PROVIDED RECORDS:
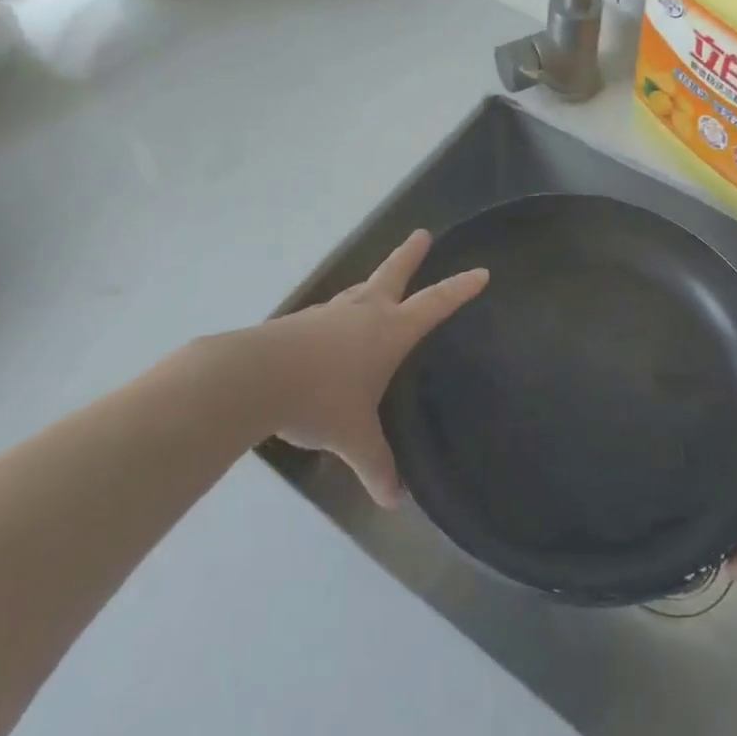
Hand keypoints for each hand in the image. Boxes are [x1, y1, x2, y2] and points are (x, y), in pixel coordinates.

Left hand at [253, 230, 487, 507]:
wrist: (256, 377)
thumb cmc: (320, 399)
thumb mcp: (354, 437)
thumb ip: (376, 465)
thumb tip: (393, 501)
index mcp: (389, 331)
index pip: (435, 304)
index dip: (459, 289)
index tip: (480, 272)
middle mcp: (364, 312)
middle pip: (393, 273)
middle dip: (410, 255)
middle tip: (422, 234)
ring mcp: (330, 313)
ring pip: (360, 290)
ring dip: (374, 284)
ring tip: (378, 285)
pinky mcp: (302, 322)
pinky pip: (332, 313)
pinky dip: (342, 314)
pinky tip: (334, 331)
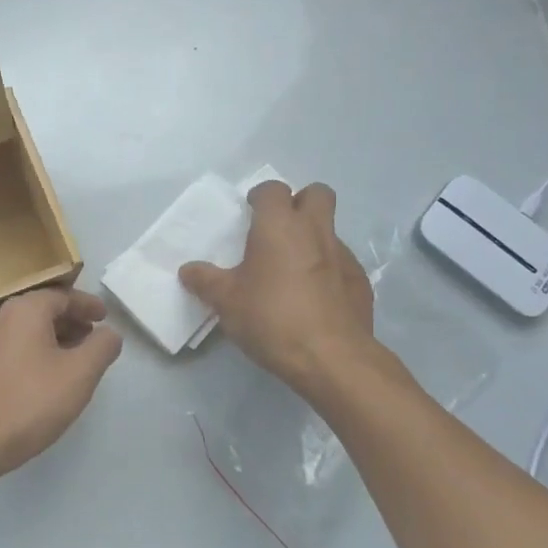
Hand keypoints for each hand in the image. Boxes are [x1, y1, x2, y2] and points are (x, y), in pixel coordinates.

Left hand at [0, 287, 122, 480]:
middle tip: (94, 337)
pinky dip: (37, 353)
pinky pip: (16, 349)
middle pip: (43, 310)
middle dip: (72, 321)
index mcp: (25, 310)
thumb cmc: (32, 401)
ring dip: (55, 338)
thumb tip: (109, 333)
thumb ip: (102, 346)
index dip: (88, 305)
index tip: (106, 317)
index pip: (62, 296)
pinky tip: (49, 378)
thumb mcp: (80, 373)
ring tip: (77, 358)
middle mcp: (1, 319)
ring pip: (28, 331)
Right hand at [179, 181, 380, 394]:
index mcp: (279, 226)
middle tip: (278, 230)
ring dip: (312, 239)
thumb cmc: (271, 318)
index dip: (260, 197)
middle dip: (299, 203)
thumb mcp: (226, 301)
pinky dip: (326, 270)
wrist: (331, 357)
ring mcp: (343, 255)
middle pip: (317, 194)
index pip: (273, 189)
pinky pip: (340, 263)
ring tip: (291, 272)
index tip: (249, 215)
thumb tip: (187, 270)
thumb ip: (205, 281)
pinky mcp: (360, 282)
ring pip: (330, 230)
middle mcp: (315, 231)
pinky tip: (312, 299)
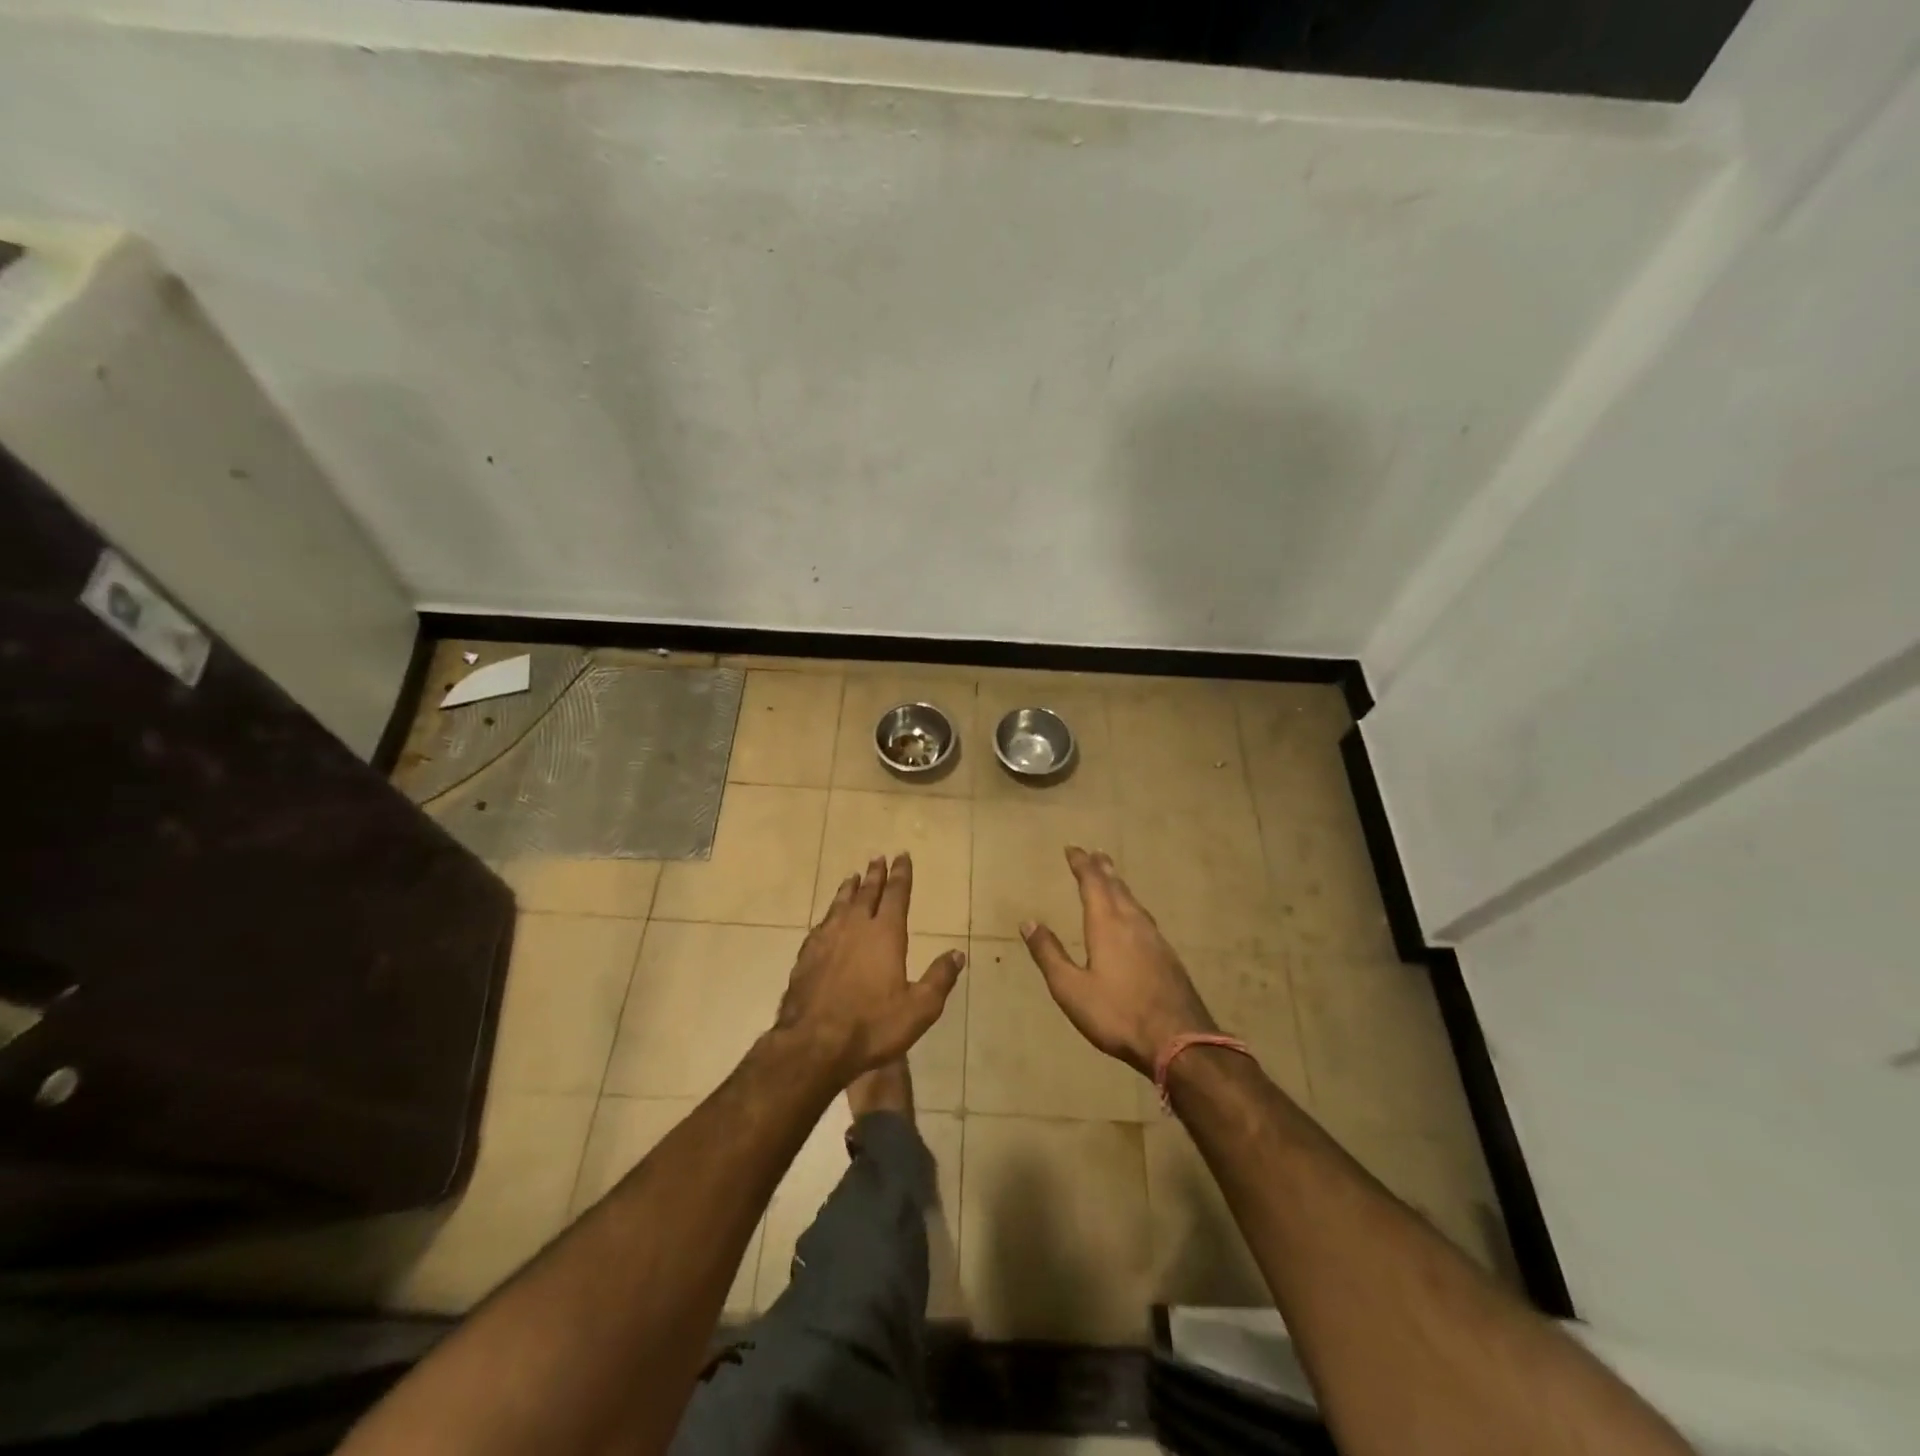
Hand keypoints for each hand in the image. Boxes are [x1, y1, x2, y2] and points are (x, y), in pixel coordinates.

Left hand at [775, 854, 964, 1082]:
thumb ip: (939, 978)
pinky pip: (822, 924)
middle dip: (875, 874)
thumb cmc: (872, 1026)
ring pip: (840, 904)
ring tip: (853, 877)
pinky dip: (829, 913)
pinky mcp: (806, 955)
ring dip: (849, 889)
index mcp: (885, 934)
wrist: (813, 1044)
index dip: (901, 874)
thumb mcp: (919, 1008)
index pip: (896, 894)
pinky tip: (828, 918)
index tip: (902, 856)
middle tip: (878, 858)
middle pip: (867, 893)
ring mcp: (827, 939)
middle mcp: (855, 927)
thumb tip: (957, 954)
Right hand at [1021, 846, 1216, 1075]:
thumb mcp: (1070, 989)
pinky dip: (1133, 906)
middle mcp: (1132, 923)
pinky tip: (1135, 919)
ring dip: (1120, 886)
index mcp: (1107, 924)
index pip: (1093, 883)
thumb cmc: (1117, 1013)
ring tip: (1113, 879)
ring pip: (1134, 902)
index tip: (1072, 849)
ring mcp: (1155, 939)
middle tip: (1096, 853)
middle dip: (1103, 869)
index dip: (1082, 864)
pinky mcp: (1168, 956)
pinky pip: (1145, 918)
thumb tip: (1028, 922)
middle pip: (1117, 887)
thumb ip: (1049, 954)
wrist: (1179, 1040)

EXERCISE REQUIREMENTS: Output the full listing above exactly, excluding all pictures.

RESPONSE TO THE EXERCISE:
Hand keypoints for each hand in the image. Boxes are [x1, y1, x2, y2] and points are (x, y), in pixel coordinates.

Left hand at [253, 230, 487, 507]:
wrist: (256, 377)
thumb cmc: (320, 399)
thumb mcp: (354, 437)
thumb ip: (376, 465)
thumb tip: (393, 501)
index mcp: (389, 331)
index pip: (435, 304)
index dip: (459, 289)
index tip: (480, 272)
middle mcp: (364, 312)
middle pip: (393, 273)
middle dip: (410, 255)
middle tip: (422, 234)
ring mcp: (330, 313)
ring pip: (360, 290)
ring dip: (374, 284)
ring tip: (378, 285)
pinky mcp: (302, 322)
pinky pip: (332, 313)
pinky dip: (342, 314)
pinky tip: (334, 331)
Hand keypoints for each hand in the image. Boxes are [x1, y1, x2, y2] and points are (x, y), in pixel coordinates.

Left hand at [0, 287, 122, 480]:
middle tip: (94, 337)
pinky dip: (37, 353)
pinky pip: (16, 349)
middle pip: (43, 310)
middle dip: (72, 321)
index mcp: (25, 310)
thumb cmc: (32, 401)
ring dip: (55, 338)
thumb tip: (109, 333)
thumb ip: (102, 346)
index dip: (88, 305)
index tip: (106, 317)
index pip: (62, 296)
pinky tip: (49, 378)
thumb mcp: (80, 373)
ring tip: (77, 358)
middle mcp: (1, 319)
ring pip: (28, 331)
Right hand at [179, 181, 380, 394]:
index mcp: (279, 226)
middle tip: (278, 230)
ring dip: (312, 239)
thumb cmc: (271, 318)
index dip: (260, 197)
middle dip: (299, 203)
thumb mcp: (226, 301)
pinky dip: (326, 270)
wrist: (331, 357)
ring mcp: (343, 255)
middle pip: (317, 194)
index pip: (273, 189)
pinky pip: (340, 263)
ring tip: (291, 272)
index tip: (249, 215)
thumb tip: (187, 270)
thumb ip: (205, 281)
pinky mcp: (360, 282)
ring pip: (330, 230)
middle mcp: (315, 231)
pinky tip: (312, 299)
Hand keypoints for each hand in the image. Boxes are [x1, y1, x2, y2] and points are (x, y), in pixel coordinates.

Left hand at [775, 854, 964, 1082]:
thumb ip: (939, 978)
pinky pip: (822, 924)
middle dip: (875, 874)
thumb cmc: (872, 1026)
ring pip: (840, 904)
ring tip: (853, 877)
pinky dip: (829, 913)
pinky mcp: (806, 955)
ring dip: (849, 889)
index mcp: (885, 934)
wrist: (813, 1044)
index dip: (901, 874)
thumb mcp: (919, 1008)
index pip: (896, 894)
pinky tip: (828, 918)
index tip: (902, 856)
middle tip: (878, 858)
middle pip: (867, 893)
ring mcp: (827, 939)
middle mcp: (855, 927)
thumb tip: (957, 954)
Right hand at [1021, 846, 1216, 1075]:
thumb mcp: (1070, 989)
pinky dip: (1133, 906)
middle mcp: (1132, 923)
pinky tip: (1135, 919)
ring dip: (1120, 886)
index mcp: (1107, 924)
index pip: (1093, 883)
thumb cmc: (1117, 1013)
ring tip: (1113, 879)
ring pip: (1134, 902)
index tip: (1072, 849)
ring mcp: (1155, 939)
middle tip: (1096, 853)
middle dip: (1103, 869)
index dip: (1082, 864)
pinky mcp: (1168, 956)
pinky pip: (1145, 918)
thumb tip: (1028, 922)
middle pip: (1117, 887)
thumb ip: (1049, 954)
wrist: (1179, 1040)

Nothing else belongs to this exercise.